Exercise instructions: This exercise calls for the line with "middle dip: (414, 312)", the line with "thumb tip: (331, 350)", and all lines between them in the material below, output exactly and with no other lines.
** Opening Data shown block **
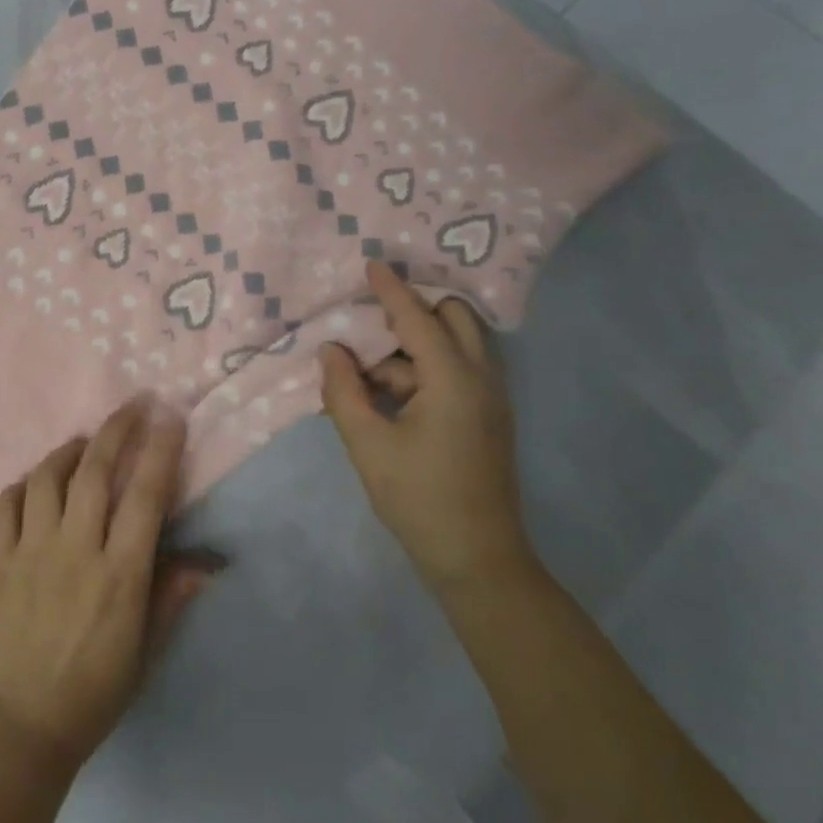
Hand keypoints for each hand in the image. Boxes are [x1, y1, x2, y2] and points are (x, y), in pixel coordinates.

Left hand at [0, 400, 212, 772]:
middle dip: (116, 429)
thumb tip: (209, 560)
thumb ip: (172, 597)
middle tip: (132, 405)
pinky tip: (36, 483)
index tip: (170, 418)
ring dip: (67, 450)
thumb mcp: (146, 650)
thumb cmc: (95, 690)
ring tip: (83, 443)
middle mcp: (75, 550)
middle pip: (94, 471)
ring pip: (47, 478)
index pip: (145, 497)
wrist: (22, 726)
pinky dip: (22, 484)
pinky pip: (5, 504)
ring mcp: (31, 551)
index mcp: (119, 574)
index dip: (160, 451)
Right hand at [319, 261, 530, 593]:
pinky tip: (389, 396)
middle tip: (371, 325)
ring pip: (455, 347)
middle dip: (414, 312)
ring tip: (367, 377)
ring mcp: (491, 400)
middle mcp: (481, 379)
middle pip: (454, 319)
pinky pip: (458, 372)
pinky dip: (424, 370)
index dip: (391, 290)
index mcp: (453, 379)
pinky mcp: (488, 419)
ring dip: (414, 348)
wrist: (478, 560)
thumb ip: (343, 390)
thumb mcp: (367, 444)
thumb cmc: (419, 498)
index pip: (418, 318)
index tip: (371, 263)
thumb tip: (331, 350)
** Closing Data shown block **
** Opening Data shown block **
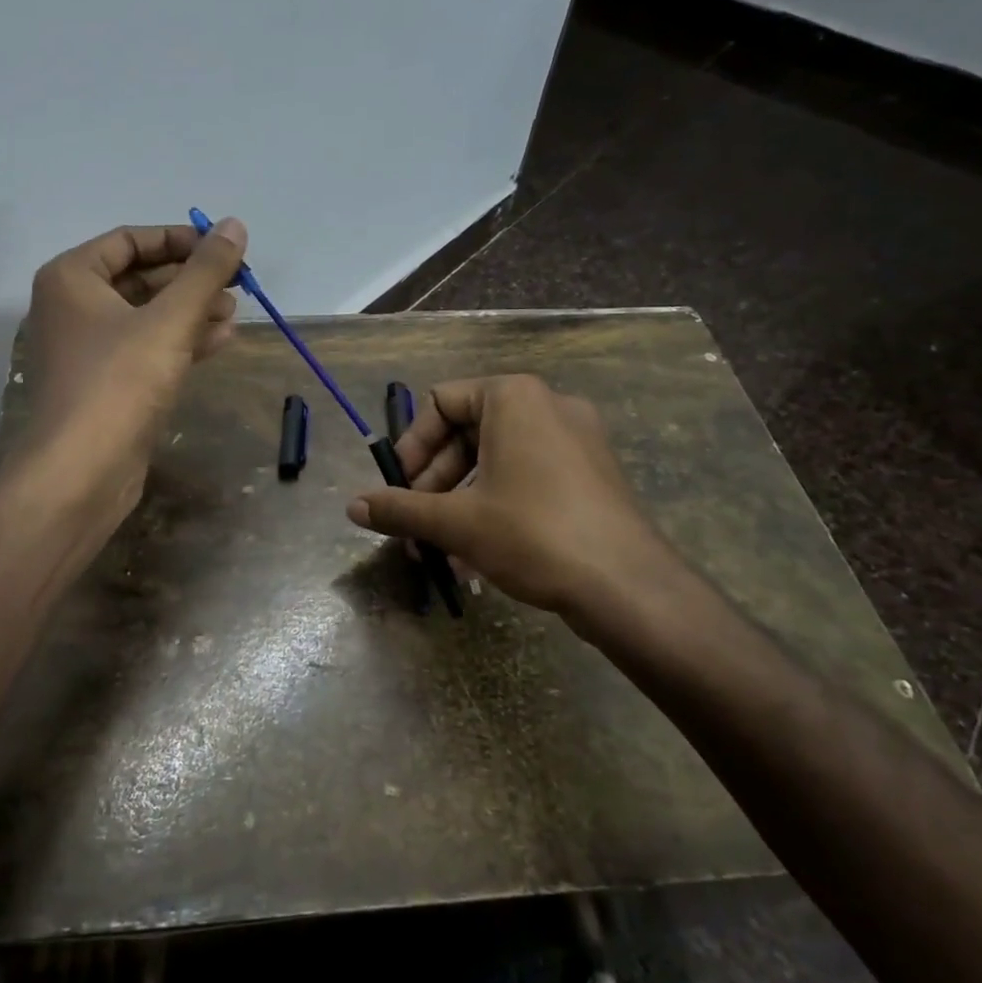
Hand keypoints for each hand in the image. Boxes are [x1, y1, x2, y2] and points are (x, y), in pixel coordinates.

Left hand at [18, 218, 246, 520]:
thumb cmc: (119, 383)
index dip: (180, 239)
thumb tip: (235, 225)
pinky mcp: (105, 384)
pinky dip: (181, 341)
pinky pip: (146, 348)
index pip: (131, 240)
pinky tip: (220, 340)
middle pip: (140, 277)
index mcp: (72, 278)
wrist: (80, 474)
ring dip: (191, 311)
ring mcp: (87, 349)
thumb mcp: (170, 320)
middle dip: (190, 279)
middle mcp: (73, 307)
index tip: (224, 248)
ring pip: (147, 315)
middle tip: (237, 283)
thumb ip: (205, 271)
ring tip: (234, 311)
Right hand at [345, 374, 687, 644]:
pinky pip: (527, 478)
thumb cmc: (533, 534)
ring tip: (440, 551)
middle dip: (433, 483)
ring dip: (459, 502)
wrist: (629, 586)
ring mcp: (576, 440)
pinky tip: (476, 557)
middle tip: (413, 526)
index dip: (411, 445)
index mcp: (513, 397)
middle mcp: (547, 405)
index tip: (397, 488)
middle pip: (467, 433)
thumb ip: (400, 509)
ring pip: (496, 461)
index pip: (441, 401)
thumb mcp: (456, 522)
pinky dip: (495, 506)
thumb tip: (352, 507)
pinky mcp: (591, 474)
** Closing Data shown block **
Exercise result:
middle dip: (414, 312)
ring tip: (367, 377)
ring mcp: (491, 400)
middle mcp: (481, 379)
middle pip: (454, 319)
pinky pip: (458, 372)
pinky dip: (424, 370)
index dip: (391, 290)
index mcp: (453, 379)
pinky mcp: (488, 419)
ring dip: (414, 348)
wrist: (478, 560)
thumb ip: (343, 390)
thumb mcp: (367, 444)
thumb cmc: (419, 498)
index pip: (418, 318)
index tip: (371, 263)
thumb tip: (331, 350)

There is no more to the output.